So, yes, bad teachers do exist. Most of them are weeded out before they gain what some people call tenure rights, yet some do manage to squeak through. By and large, however, the people who do stay with the job are professionals who are almost without exception good at what they do.
When I taught at the community college, I took on the task of helping instructors with grievances. That is, when they were reprimanded or told they were being terminated, I worked with them and the appropriate administrators to see what could be done to settle the conflicts without going to court. Sometimes nothing could be done, especially in the case of terminations, because a teacher could be fired in the first three years of the job without the administrator giving a reason. This was also the case if the administrator had done his or her evaluation of the teacher in a timely and competent manner.
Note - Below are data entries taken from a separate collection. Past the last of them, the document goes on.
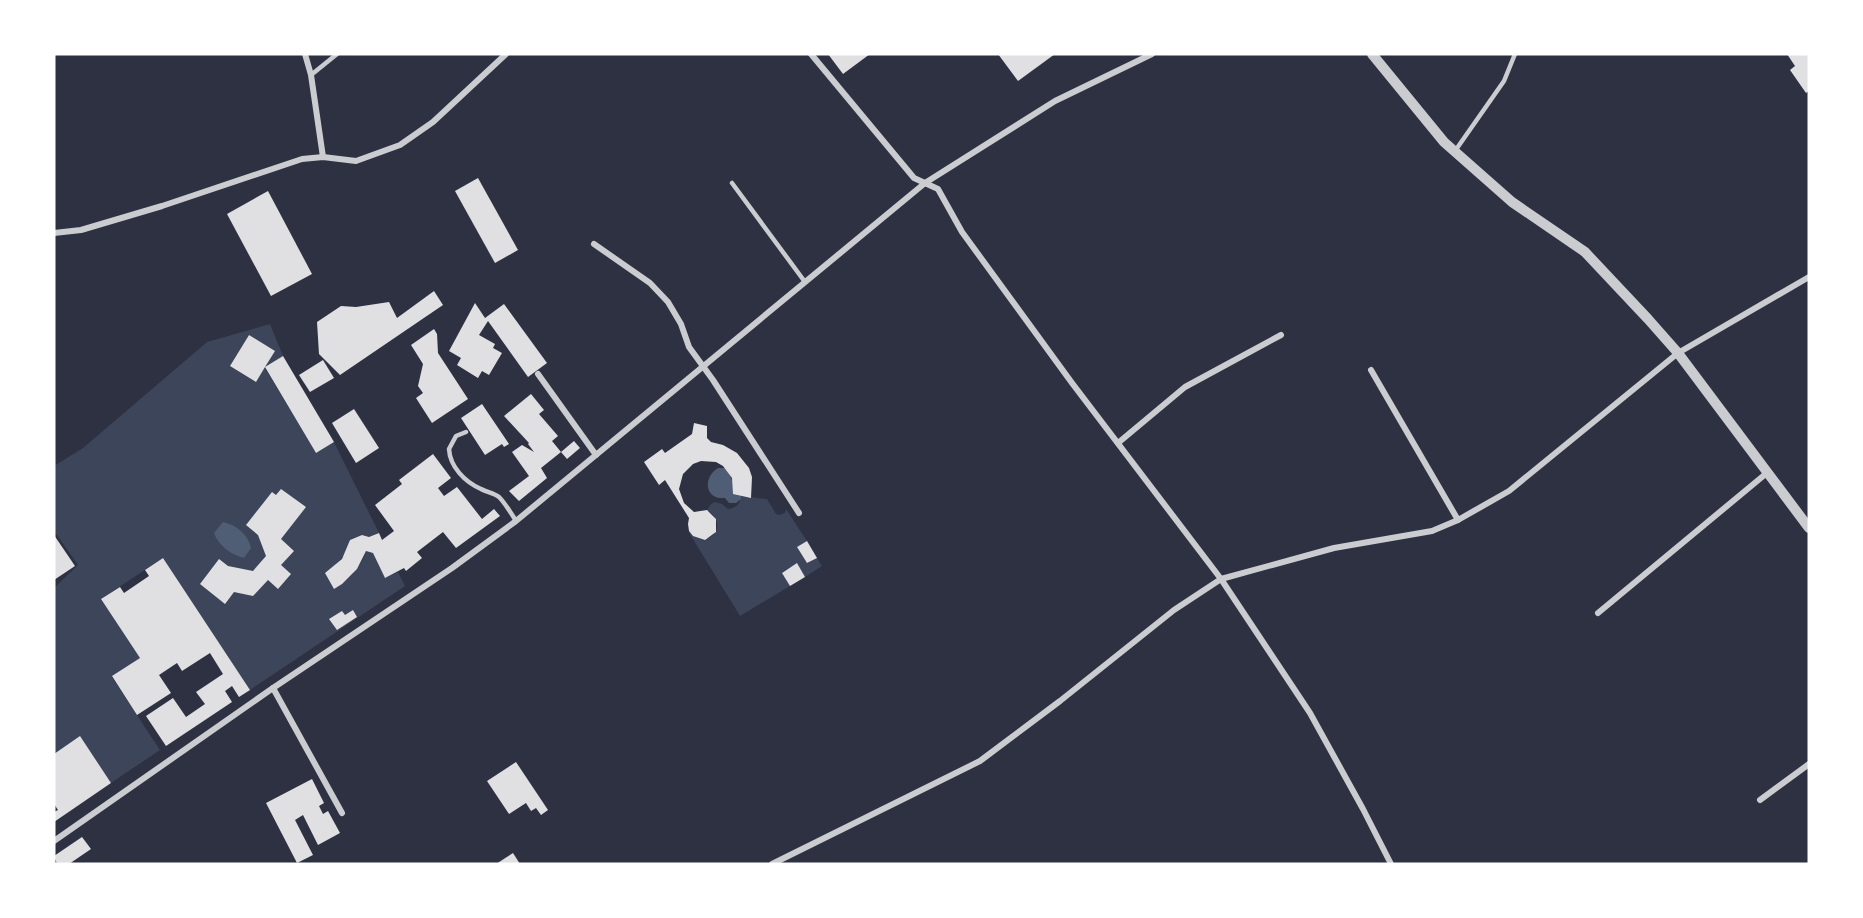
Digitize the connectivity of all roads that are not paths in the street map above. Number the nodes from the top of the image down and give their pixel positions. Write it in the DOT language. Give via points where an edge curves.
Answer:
graph roads {
  1 [pos="305,54"];
  2 [pos="337,54"];
  3 [pos="506,54"];
  4 [pos="811,54"];
  5 [pos="1152,54"];
  6 [pos="1372,54"];
  7 [pos="1515,54"];
  8 [pos="311,75"];
  9 [pos="1454,151"];
  10 [pos="324,157"];
  11 [pos="732,183"];
  12 [pos="925,183"];
  13 [pos="54,233"];
  14 [pos="594,243"];
  15 [pos="1809,277"];
  16 [pos="805,282"];
  17 [pos="1281,334"];
  18 [pos="1678,353"];
  19 [pos="703,367"];
  20 [pos="1371,370"];
  21 [pos="538,374"];
  22 [pos="466,432"];
  23 [pos="1118,443"];
  24 [pos="596,455"];
  25 [pos="1768,471"];
  26 [pos="799,513"];
  27 [pos="1458,520"];
  28 [pos="516,521"];
  29 [pos="1809,528"];
  30 [pos="1221,579"];
  31 [pos="1598,613"];
  32 [pos="273,688"];
  33 [pos="1809,764"];
  34 [pos="1760,800"];
  35 [pos="342,813"];
  36 [pos="54,840"];
  37 [pos="772,864"];
  38 [pos="1391,864"];
  1 -- 8 [label="street"];
  2 -- 8 [label="lane"];
  3 -- 10 [label="street" via="433,122 400,145 356,161"];
  4 -- 12 [label="street" via="914,178"];
  5 -- 12 [label="street" via="1055,100"];
  6 -- 9 [label="street"];
  7 -- 9 [label="lane" via="1504,81"];
  8 -- 10 [label="street"];
  9 -- 18 [label="street" via="1512,202 1585,252"];
  10 -- 13 [label="street" via="302,159 81,230"];
  11 -- 16 [label="lane"];
  12 -- 16 [label="street"];
  12 -- 23 [label="street" via="938,189 962,232"];
  14 -- 19 [label="street" via="660,292"];
  15 -- 18 [label="street"];
  16 -- 19 [label="street"];
  17 -- 23 [label="street" via="1185,387"];
  18 -- 25 [label="street"];
  18 -- 27 [label="street" via="1509,491"];
  19 -- 24 [label="street"];
  19 -- 26 [label="street"];
  20 -- 27 [label="street"];
  21 -- 24 [label="street"];
  22 -- 28 [label="lane" via="450,444 449,454 456,468 470,483 497,495"];
  23 -- 30 [label="street"];
  24 -- 28 [label="street"];
  25 -- 29 [label="street"];
  25 -- 31 [label="street"];
  27 -- 30 [label="street" via="1432,531 1334,548"];
  28 -- 32 [label="street"];
  30 -- 37 [label="street" via="1174,610 980,761"];
  30 -- 38 [label="street" via="1310,713"];
  32 -- 35 [label="street"];
  32 -- 36 [label="street"];
  33 -- 34 [label="street"];
}
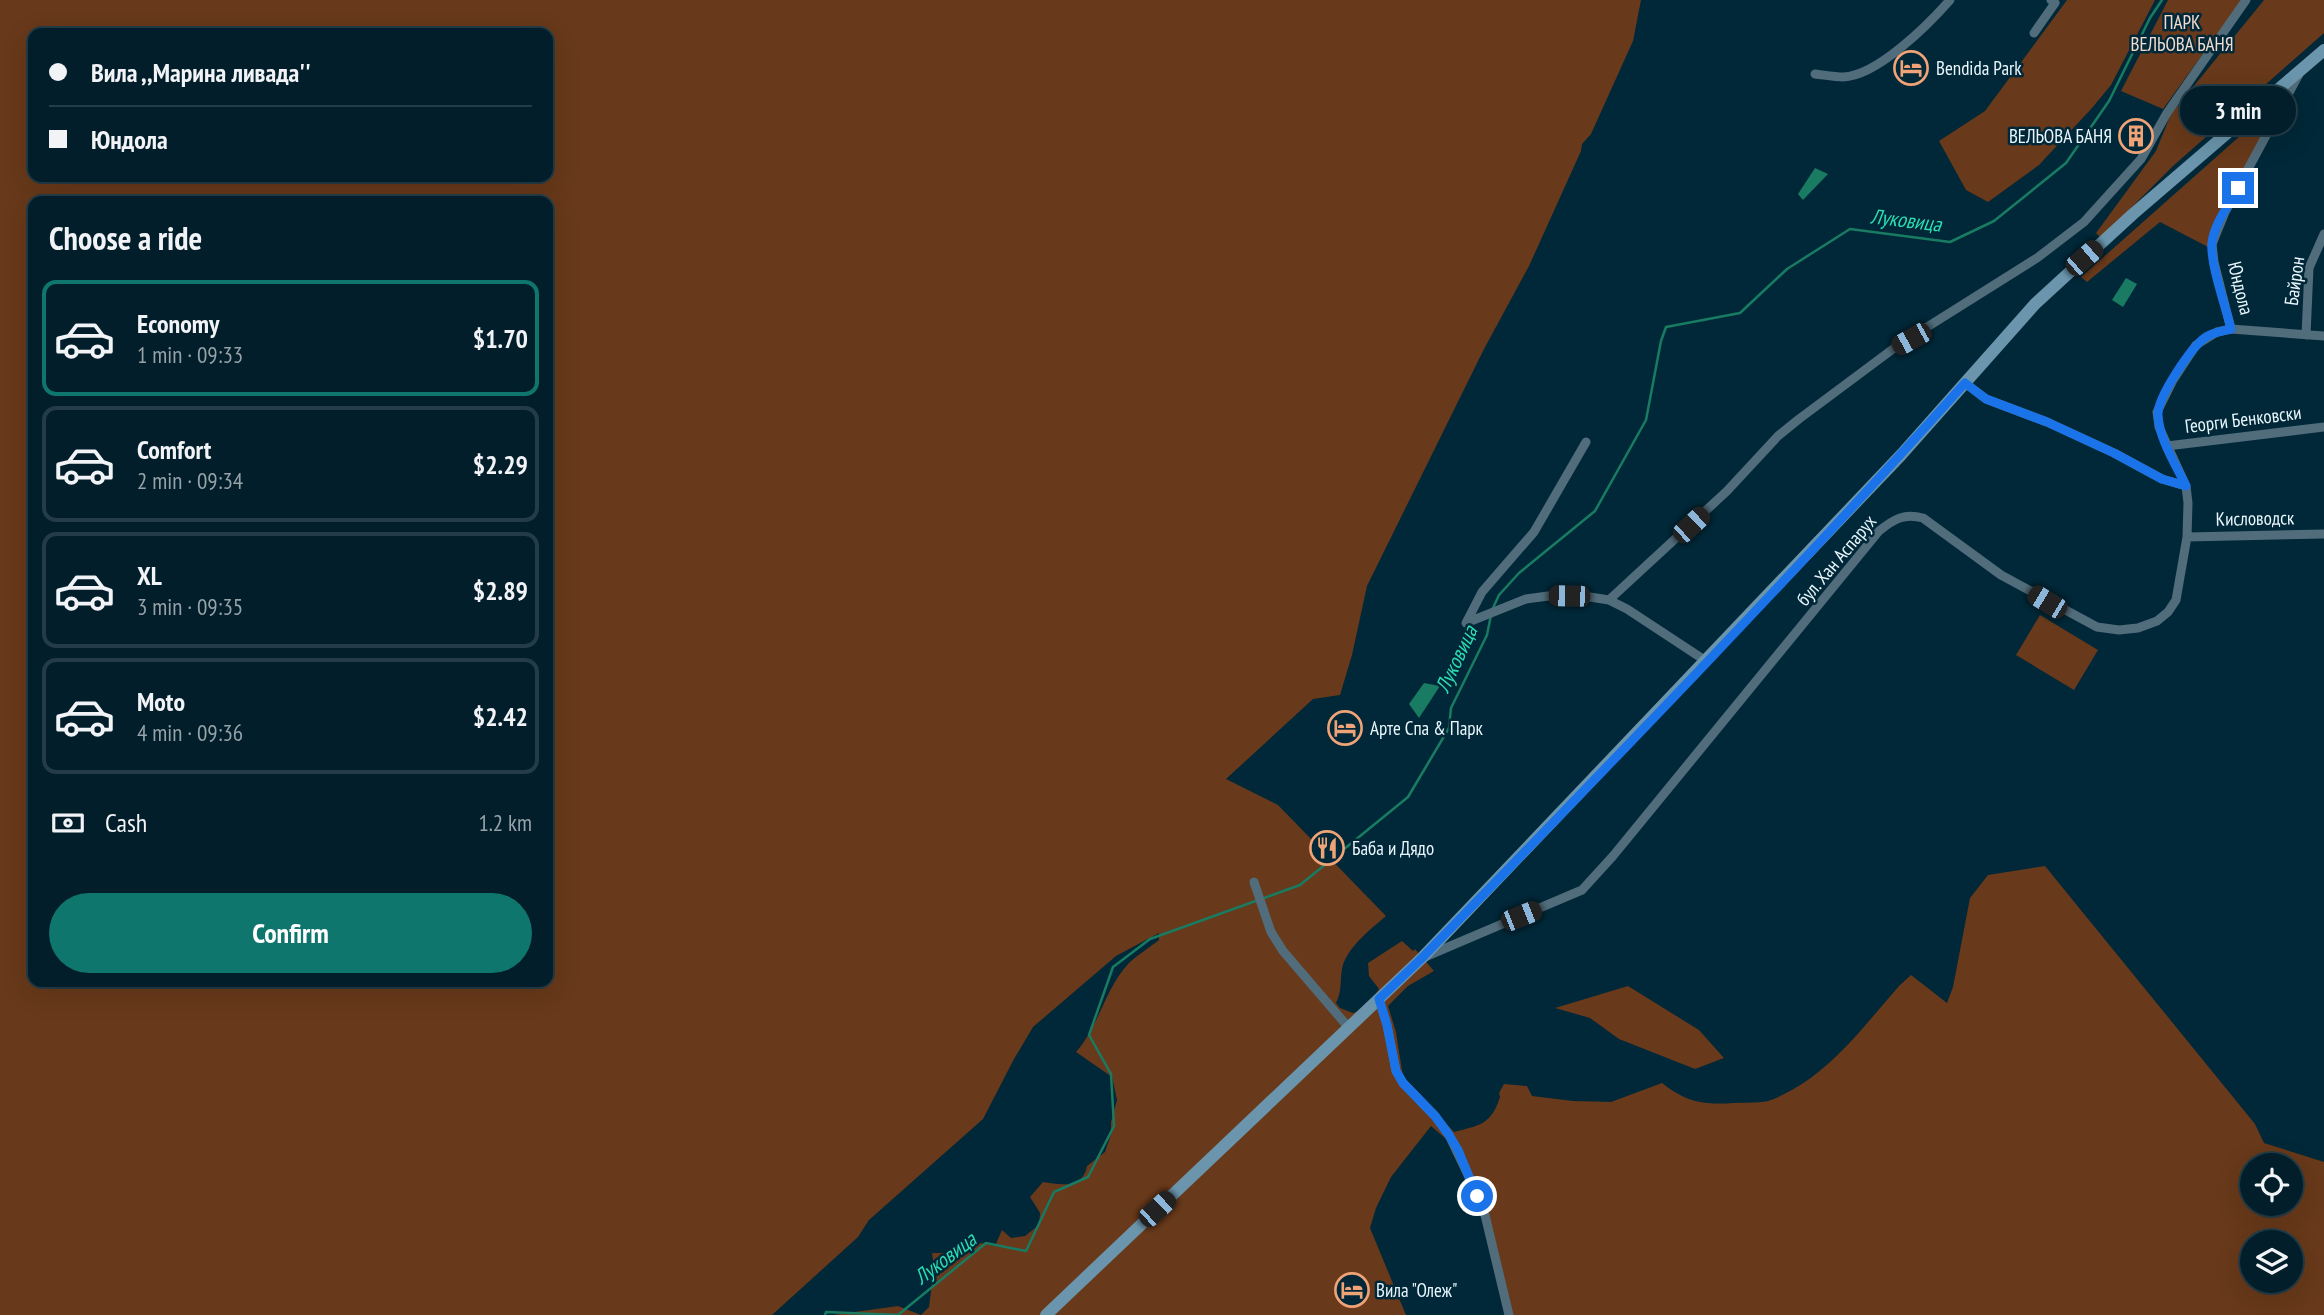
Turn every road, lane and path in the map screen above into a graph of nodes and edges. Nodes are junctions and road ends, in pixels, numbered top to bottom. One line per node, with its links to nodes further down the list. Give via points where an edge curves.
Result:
1 (1950, 0): 7 (street, via 1917,35 1862,72 1844,77)
2 (2051, 0): 4 (street, via 2055,3)
3 (2246, 0): 19 (street, via 2167,113 2141,159 2084,222 2038,258 1897,346 1799,419)
4 (2035, 33)
5 (2324, 50): 6 (main road, Юндола)
6 (2302, 68): 9 (street, Юндола, via 2212,243); 12 (main road, Юндола, via 2035,304)
7 (1815, 74)
8 (2324, 234): 10 (street, Байрон, via 2309,268)
9 (2231, 329): 10 (street, бул. Хан Аспарух); 15 (street, бул. Хан Аспарух, via 2196,345 2163,398 2157,412)
10 (2305, 335): 11 (street, бул. Хан Аспарух)
11 (2324, 336)
12 (1965, 383): 16 (street, via 1986,399); 20 (main road, Юндола)
13 (2324, 427): 15 (street, Георги Бенковски)
14 (1586, 442): 19 (street, via 1534,532 1482,592 1466,623 1526,599)
15 (2167, 446): 16 (street, бул. Хан Аспарух)
16 (2186, 486): 18 (street, бул. Хан Аспарух)
17 (2324, 534): 18 (street, Кисловодск)
18 (2187, 537): 22 (street, бул. Хан Аспарух, via 2176,600 2168,612 2138,628 2119,630 2097,627 2047,602 1923,518 1900,516 1879,531 1582,890)
19 (1609, 600): 20 (street)
20 (1706, 661): 22 (main road, Юндола)
21 (1256, 886): 24 (street, via 1271,932 1283,951)
22 (1423, 957): 23 (main road, Юндола)
23 (1379, 999): 24 (main road, Юндола); 26 (street, via 1396,1071 1449,1135 1485,1215)
24 (1349, 1028): 25 (main road, Юндола)
25 (1046, 1315)
26 (1509, 1315)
The teacher evaluation is key to getting rid of bad teachers. Evaluating teachers is probably the most important job an administrator has outside of handling the school budget. In fact, one principal of my acquaintance lost his job because he tried to fire a tenured teacher without doing the evaluation before the state-imposed deadline. The teacher won the court case against the principal.
Why is it so important that teachers have these union-mandated safeguards? Evaluating teachers is a subjective exercise that brings into play personalities and peculiarities. Without contractually-guaranteed safeguards, teachers’ jobs are safe only at the whim of administrators’ attitudes. Teachers may be quite effective in the classroom, but if they have run afoul of a principal, their jobs are always on the line.
I had the experience of getting on the bad side of principal. I was the journalism adviser at a fairly large high school. I taught my students the tenets of good journalism. They followed those tenets—get the facts, remain objective, cover the story no matter whose toes get stepped on—and I found myself getting low evaluations from the principal. This after eight years of getting high evaluations and after my students consistently won awards at the state journalism competition.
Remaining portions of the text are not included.